By Celucien L Joseph, PhD
Op-Ed Contributor
IN HAITI’S intellectual history, Toussaint Louverture is not only a man of deep commitment to his people but also the great Haitian antiracist and public intellectual, radical social activist and anticolonial prophet of Black Freedom and Human rights in the eighteenth-century.
Haiti has also given the world a man of great mind, Joseph Antenor Firmin. He is the most rigorous Haitian intellectual, antiracist writer, and the first black anthropologist who countered with force, clarity, and intellectual breadth Western racism and epistemic apartheid in the nineteenth century.
In the footsteps of Toussaint and Firmin, Jacques Roumain and Jean Price-Mars continued the intellectual legacy in the twentieth-century.
If Roumain is the most important Marxist writer and novelist the country has produced in the twentieth-century, Price-Mars is the intellectual par excellence who had interrogated the supremacy of Western cultural hegemony and values in the world.
Both Firmin and Price-Mars had sought to create an alternative modernity in Black Atlantic Thought and culture, based on the achievements of the African people and their ancestry in the African Diaspora in the modern world.
Price-Mars was the single Haitian public intellectual and writer who had shaken the intellectual foundation of Haiti when he reevaluated the retentions and merits of African cultural traditions and values in Haiti and in the Black Diaspora, with his epoch-making book, Ainsi parla l’Oncle (1928) (Thus Spoke the Uncle).
If Toussaint had defended human rights and championed universal emancipation and equality for all, Firmin, Roumain, and Price-Mars had influenced several generations of black intellectuals and writers across the Black Atlantic, as well as freedom and cultural movements in the Black Diaspora.

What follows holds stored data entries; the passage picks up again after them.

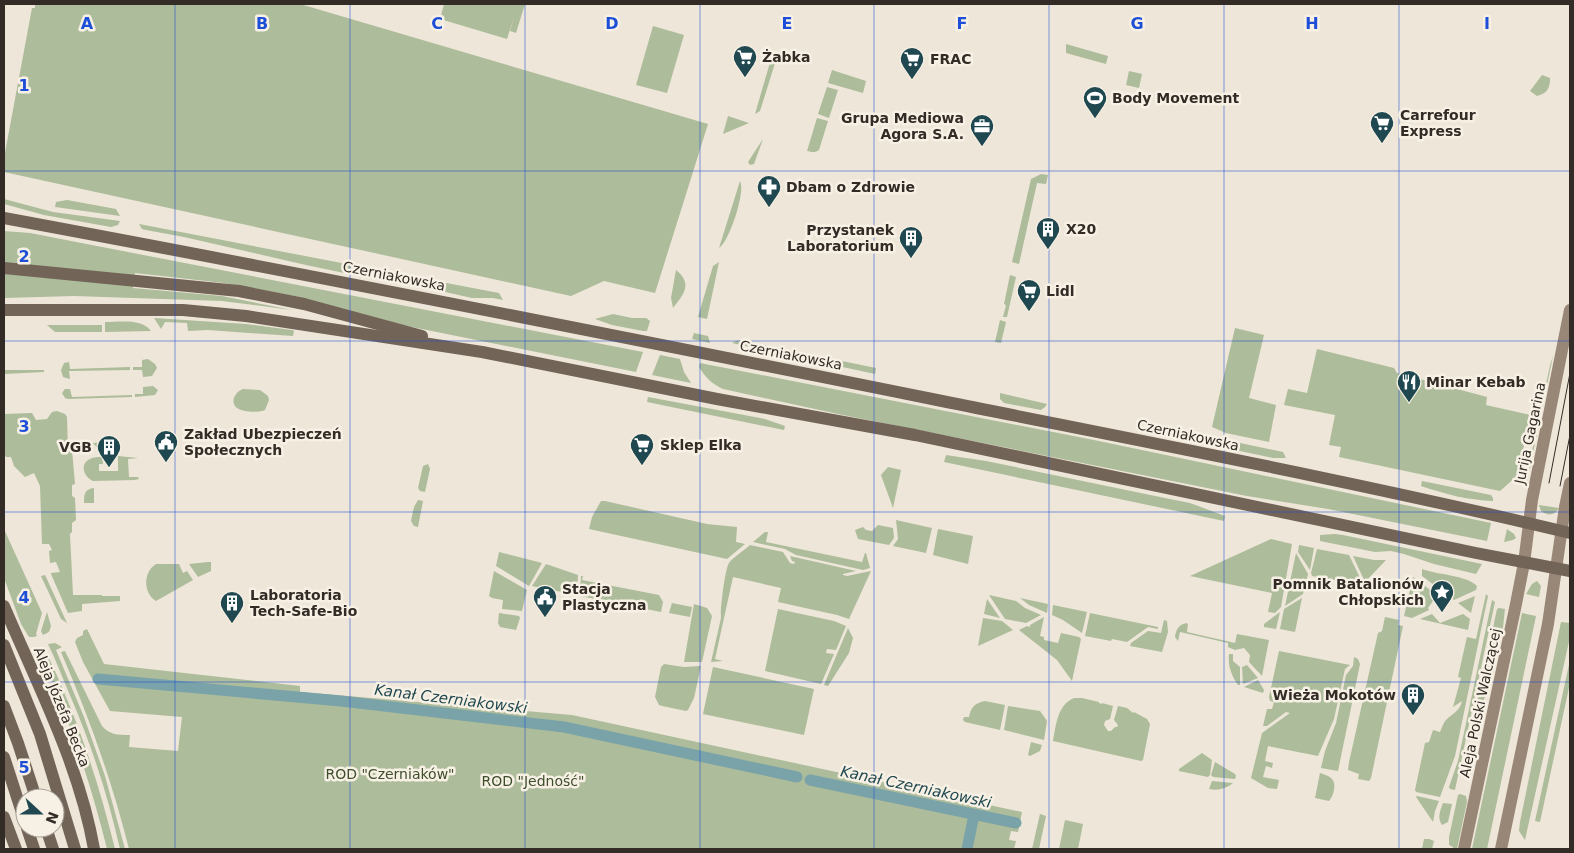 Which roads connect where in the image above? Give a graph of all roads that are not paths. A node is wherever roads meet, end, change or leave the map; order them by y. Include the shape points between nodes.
1 (4, 218) edge
2 (4, 268) edge
3 (4, 310) edge
4 (1570, 310) edge
5 (482, 352) junction
6 (1570, 483) edge
7 (1528, 522) junction
8 (1566, 532) edge
9 (1524, 562) junction
10 (1557, 569) junction
11 (1570, 571) edge
12 (4, 606) edge
13 (4, 645) edge
14 (4, 706) edge
15 (4, 757) edge
16 (33, 788) edge
17 (15, 791) edge
18 (4, 817) edge
19 (4, 822) edge
20 (10, 849) edge
21 (16, 849) edge
22 (74, 849) edge
23 (96, 849) edge
24 (1464, 849) edge
25 (1501, 849) edge

1 - 7 main road, Czerniakowska via 491,310 1058,423
2 - 5 main road via 239,291 304,304
3 - 5 main road via 183,310 246,316
4 - 7 main road, Jurija Gagarina
5 - 9 main road via 718,400 915,435
6 - 8 main road
7 - 8 main road, Czerniakowska
7 - 9 main road, Jurija Gagarina
8 - 10 main road
9 - 10 main road
9 - 24 main road, Aleja Polski Walczącej
10 - 11 main road
10 - 25 main road
12 - 23 main road, Aleja Józefa Becka via 58,728
13 - 22 main road via 40,734
14 - 16 main road
15 - 17 main road
18 - 21 main road
19 - 20 main road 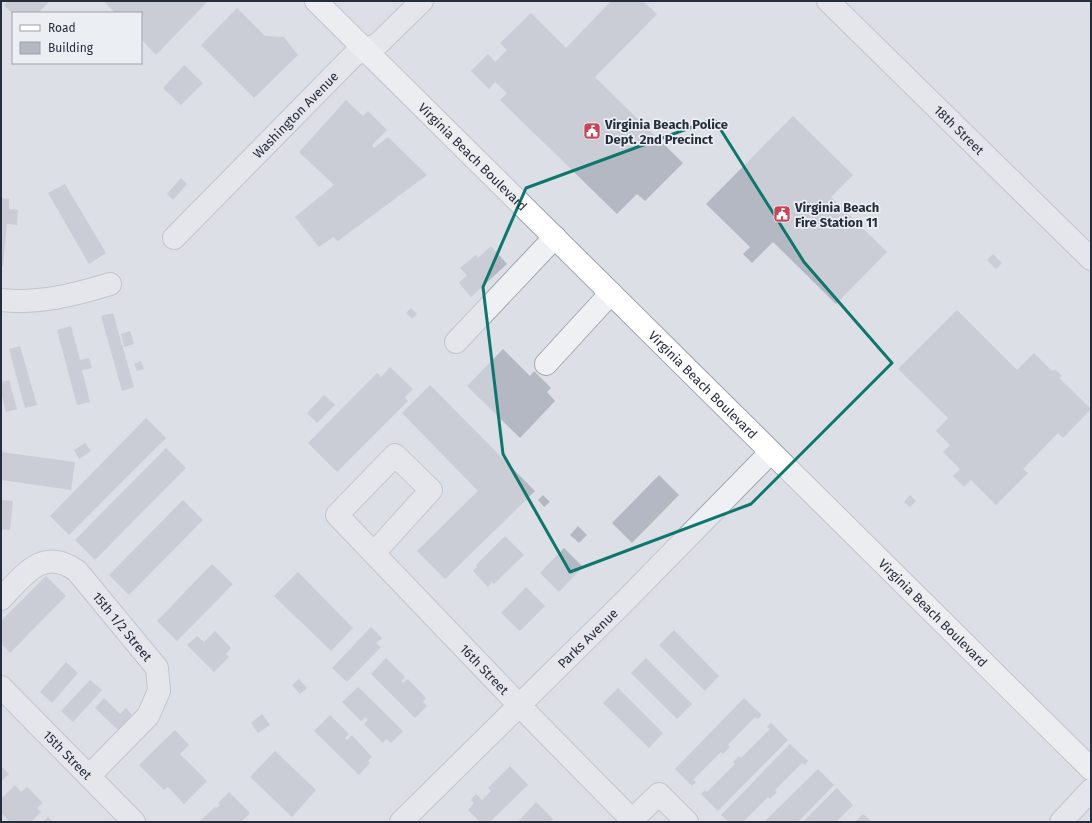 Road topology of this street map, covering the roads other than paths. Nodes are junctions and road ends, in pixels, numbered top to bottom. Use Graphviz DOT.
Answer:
graph roads {
  1 [pos="316,1"];
  2 [pos="422,1"];
  3 [pos="828,1"];
  4 [pos="364,49"];
  5 [pos="555,237"];
  6 [pos="174,238"];
  7 [pos="1091,259"];
  8 [pos="110,284"];
  9 [pos="611,293"];
  10 [pos="1,300"];
  11 [pos="456,342"];
  12 [pos="546,364"];
  13 [pos="771,452"];
  14 [pos="374,553"];
  15 [pos="1,599"];
  16 [pos="1,687"];
  17 [pos="519,705"];
  18 [pos="1091,769"];
  19 [pos="89,776"];
  20 [pos="1091,790"];
  21 [pos="633,821"];
  22 [pos="134,822"];
  23 [pos="401,822"];
  24 [pos="687,822"];
  25 [pos="1060,822"];
  1 -- 4 [label="main road, Virginia Beach Boulevard"];
  2 -- 4 [label="street, Washington Avenue"];
  3 -- 7 [label="street, 18th Street"];
  4 -- 5 [label="main road, Virginia Beach Boulevard"];
  4 -- 6 [label="street, Washington Avenue"];
  5 -- 9 [label="main road, Virginia Beach Boulevard"];
  5 -- 11 [label="street"];
  8 -- 10 [label="street"];
  9 -- 12 [label="street"];
  9 -- 13 [label="main road, Virginia Beach Boulevard"];
  13 -- 17 [label="street, Parks Avenue"];
  13 -- 18 [label="main road, Virginia Beach Boulevard"];
  14 -- 14 [label="street, 16th Street"];
  14 -- 17 [label="street, 16th Street"];
  15 -- 19 [label="street, 15th 1/2 Street"];
  16 -- 19 [label="street, 15th Street"];
  17 -- 21 [label="street, 16th Street"];
  17 -- 23 [label="street, Parks Avenue"];
  19 -- 22 [label="street, 15th Street"];
  20 -- 25 [label="street"];
  21 -- 24 [label="street"];
}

In my new book, From Toussaint to Price-Mars: Rhetoric, Race, and Religion in Haitian Thought, I engage Haiti’s intellectual history by focusing on the ideas and writings of Haiti’s four most important thinkers and writers: Toussaint Louverture, Joseph Antenor Firmin, Jacques Roumain, and Jean Price-Mars—from the eighteenth century to the twentieth-century.

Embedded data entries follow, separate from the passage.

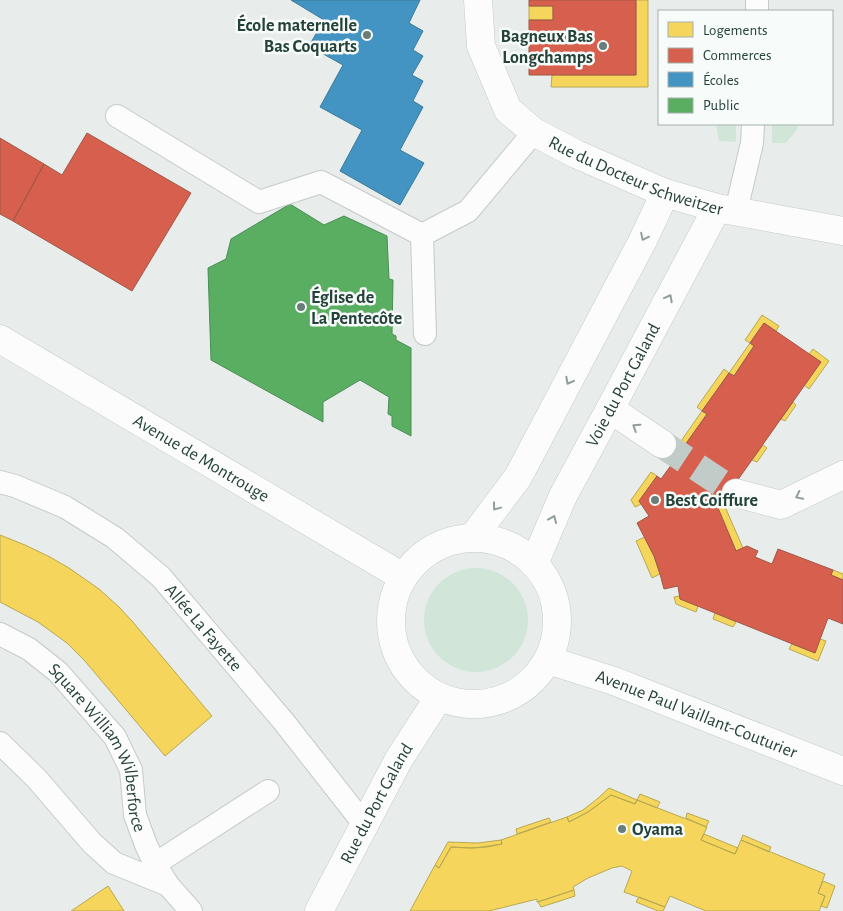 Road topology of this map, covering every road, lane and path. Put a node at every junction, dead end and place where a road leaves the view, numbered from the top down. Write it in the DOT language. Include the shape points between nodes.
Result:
graph roads {
  1 [pos="478,0"];
  2 [pos="117,116"];
  3 [pos="753,125"];
  4 [pos="534,132"];
  5 [pos="665,193"];
  6 [pos="726,209"];
  7 [pos="843,231"];
  8 [pos="422,235"];
  9 [pos="425,334"];
  10 [pos="0,340"];
  11 [pos="610,410"];
  12 [pos="662,444"];
  13 [pos="843,475"];
  14 [pos="0,482"];
  15 [pos="736,493"];
  16 [pos="473,537"];
  17 [pos="534,564"];
  18 [pos="403,577"];
  19 [pos="0,634"];
  20 [pos="548,660"];
  21 [pos="439,697"];
  22 [pos="0,743"];
  23 [pos="843,771"];
  24 [pos="268,791"];
  25 [pos="364,824"];
  26 [pos="155,864"];
  27 [pos="168,885"];
  28 [pos="191,911"];
  29 [pos="319,911"];
  1 -- 4 [label="street, Rue du Docteur Schweitzer" via="481,46 508,110"];
  2 -- 8 [label="lane" via="259,202 321,182"];
  3 -- 6 [label="lane" via="752,143"];
  4 -- 5 [label="street, Rue du Docteur Schweitzer"];
  4 -- 8 [label="lane" via="468,211"];
  5 -- 6 [label="street, Rue du Docteur Schweitzer"];
  5 -- 16 [label="street, one-way" via="518,477"];
  6 -- 7 [label="street, Rue du Docteur Schweitzer"];
  11 -- 6 [label="street, Voie du Port Galand, one-way"];
  8 -- 9 [label="lane"];
  10 -- 18 [label="street, Avenue de Montrouge"];
  12 -- 11 [label="street, one-way"];
  17 -- 11 [label="street, Voie du Port Galand, one-way" via="563,496"];
  13 -- 15 [label="street, one-way" via="781,505"];
  14 -- 25 [label="lane, Allée La Fayette" via="65,507 115,538 161,577 284,722"];
  16 -- 17 [label="street" via="506,544"];
  16 -- 18 [label="street" via="432,549 417,560"];
  17 -- 20 [label="street" via="554,598 555,640"];
  18 -- 21 [label="street" via="391,613 393,638 402,662 418,683"];
  19 -- 26 [label="lane, Square William Wilberforce" via="30,649 58,672 115,737 131,770 135,815"];
  20 -- 21 [label="street" via="525,686 493,702 467,704"];
  20 -- 23 [label="street, Avenue Paul Vaillant-Couturier" via="614,681"];
  21 -- 25 [label="street, Rue du Port Galand" via="399,759"];
  22 -- 27 [label="lane, Square William Wilberforce" via="36,778 92,844 114,863"];
  24 -- 26 [label="lane"];
  25 -- 29 [label="street, Rue du Port Galand"];
  26 -- 27 [label="lane, Square William Wilberforce"];
  27 -- 28 [label="lane, Square William Wilberforce"];
}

The basic argument I articulate is that Haiti has produced a strong intellectual tradition from the revolutionary era to the postcolonial present, and that Haitian thought has not been homogeneous or unevolved—whether the subject might be history, religion, race, literature, or culture. Hence, the book explores the rich diversity of Haitian intellectual history with regard to its cross-disciplinary and intersectional content.
Correspondingly, From Toussaint to Price-Mars is a work on history of ideas and an attempt to grasp the intersections of rhetoric, religious ideas, the race question, and secular humanism in Haiti’s intellectual history, as well as the various ways they crisscross each other.

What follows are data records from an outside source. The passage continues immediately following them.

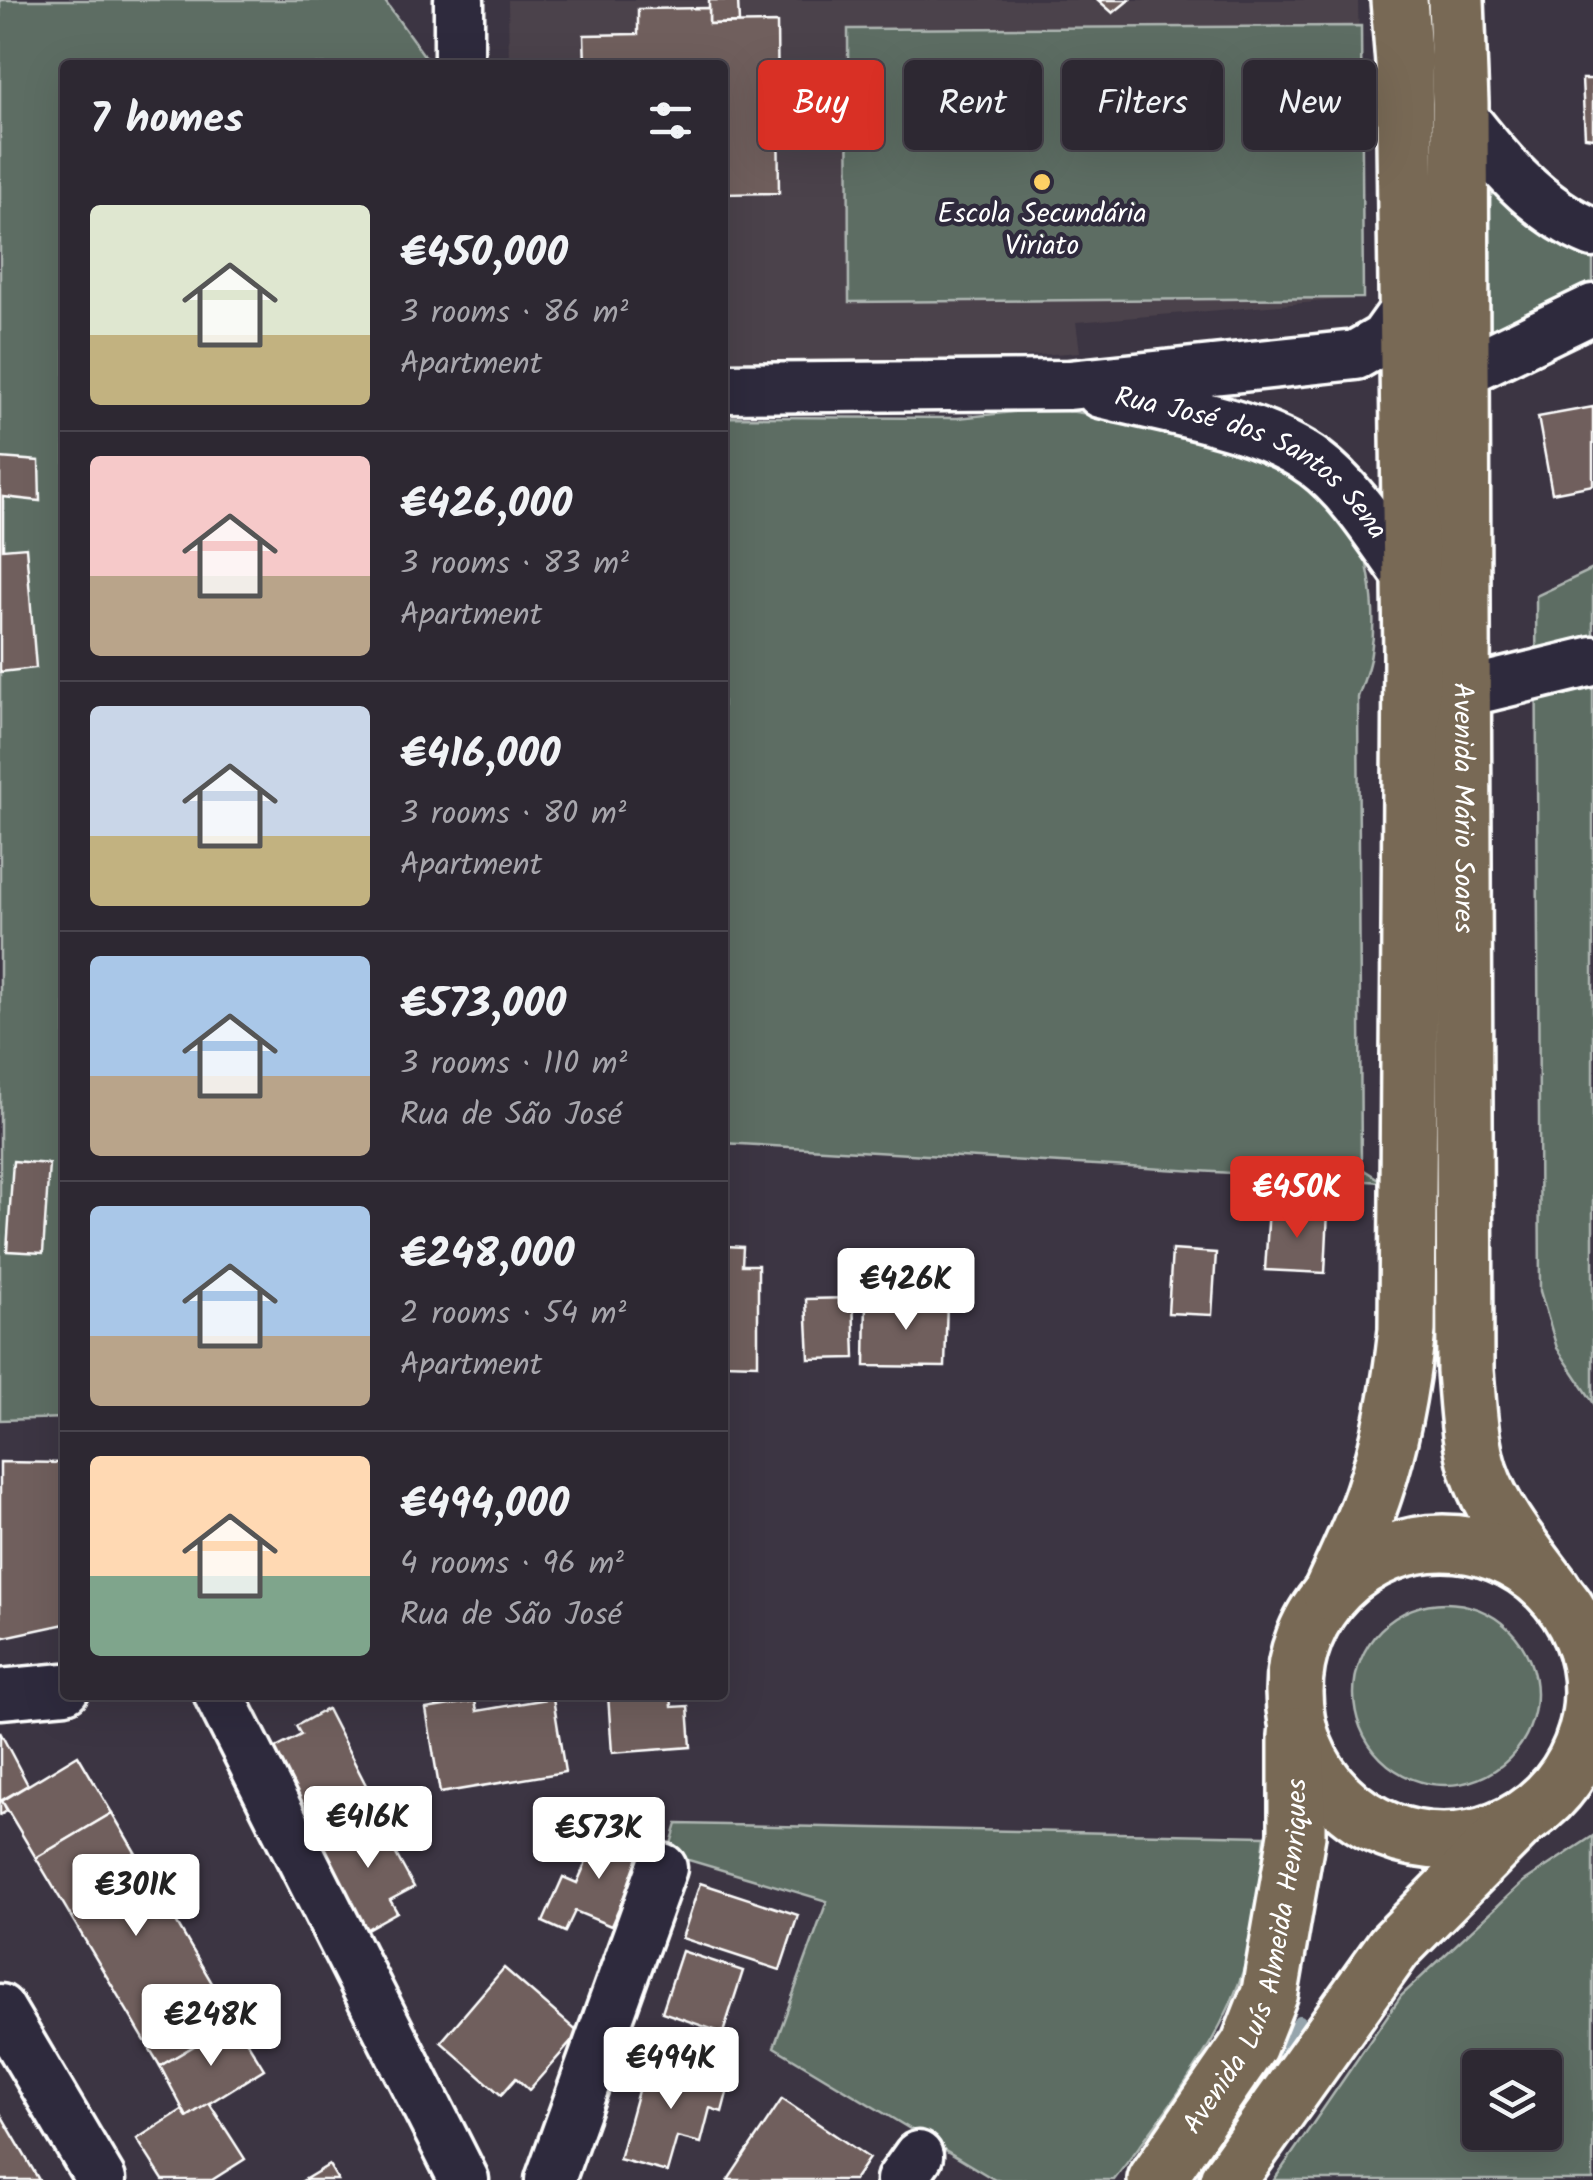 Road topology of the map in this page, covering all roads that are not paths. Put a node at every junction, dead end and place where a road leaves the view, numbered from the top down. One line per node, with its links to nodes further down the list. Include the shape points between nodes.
1 (459, 0): 4 (street)
2 (1399, 0): 7 (main road, Avenida Mário Soares)
3 (1456, 0): 5 (main road, Avenida Mário Soares)
4 (460, 60)
5 (1460, 112): 6 (street, via 1499,164 1540,200); 9 (main road, Avenida Mário Soares)
6 (1593, 232)
7 (1409, 304): 10 (street, Rua José dos Santos Sena, via 1384,339 1356,355); 12 (main road, Avenida Mário Soares)
8 (1593, 309): 9 (street)
9 (1461, 373): 14 (main road, Avenida Mário Soares)
10 (1069, 385): 11 (street, Rua José dos Santos Sena); 12 (street, Rua José dos Santos Sena, via 1290,447 1340,486)
11 (728, 388)
12 (1410, 576): 16 (main road, Avenida Mário Soares, via 1408,1330 1402,1385 1374,1494)
13 (1593, 660): 14 (street)
14 (1462, 694): 15 (main road, Avenida Mário Soares, via 1464,1351 1470,1426 1479,1472 1503,1522)
15 (1553, 1590): 16 (main road, via 1514,1560 1466,1544 1416,1545 1370,1562); 21 (main road, via 1578,1628 1592,1670 1592,1714 1578,1758 1550,1796)
16 (1331, 1593): 20 (main road, via 1299,1654)
17 (60, 1688): 18 (street)
18 (0, 1694)
19 (222, 1700): 25 (street)
20 (1297, 1722): 21 (main road, via 1323,1779 1343,1804 1382,1830 1427,1842 1474,1839); 27 (main road, Avenida Luís Almeida Henriques, via 1297,1835 1270,1992 1249,2045)
21 (1518, 1822): 28 (main road, via 1394,1946)
22 (662, 1868): 26 (street)
23 (0, 2009): 24 (street)
24 (102, 2180)
25 (464, 2180)
26 (550, 2180)
27 (1156, 2180)
28 (1228, 2180)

As a scholar and interpreter of the human experience, I seek to analyze the thought of Haitian writers and intellectuals in their regional, international, and cosmopolitan context, and with all their complexity and paradoxes.
This sequel is an expansion of what I have formerly called in my first book—Race, Religion, and the Haitian Revolution: Essays on Faith, Freedom, and Decolonization—“Haitian modernity.”
By carefully examining the ideas of Toussaint, Firmin, Roumain, and Price-Mars, I contend that the general interweaving themes of rhetoric, the race concept, race vindication, universal emancipation, religious unorthodoxy, secular humanism, the particular and the universal, and cosmopolitanism are representative of Haiti’s intellectual tradition, Haitian intellectuals and writers.
Like my first book, this present text addresses the general interweaving themes of rhetoric, freedom, the race concept, religion, race vindication, and cosmopolitanism, which I believe are representative of Haiti’s intellectual tradition.
Haitian intellectuals and writers have almost never separated these prevalent motifs from each other and in their work.
Arguably, with the rise of Haitian indigenism, and the noirisme as a cultural nationalism movement in the twentieth-century, Haitian writers began to accentuate Marxism, socialist communism, and peasantry as complementary literary themes in their tradition.
We should remember that Haitian writers and intellectuals have appealed to these theoretical notions and critical theory as tools of analysis to address the fragility of human existence, to make sense of the human experience, and to struggle against Western imperialism, racism, and systemic oppression of all kinds that continue to oppress the people of African ancestry and those living in the margins of modernity in this postcolonial era..
They (i.e. Firmin and Price-Mars) also engaged the concept of race and the science of racial hierarchy and racial difference.
Celucien L. Joseph (Ph.D., University of Texas at Dallas) is an adjunct Professor of English at Palm Beach State College. He specializes in African American Studies and Haitian Studies. He is also the author of Race, Religion, and the Haitian Revolution: Essays on Faith, Freedom, and Decolonization (2012).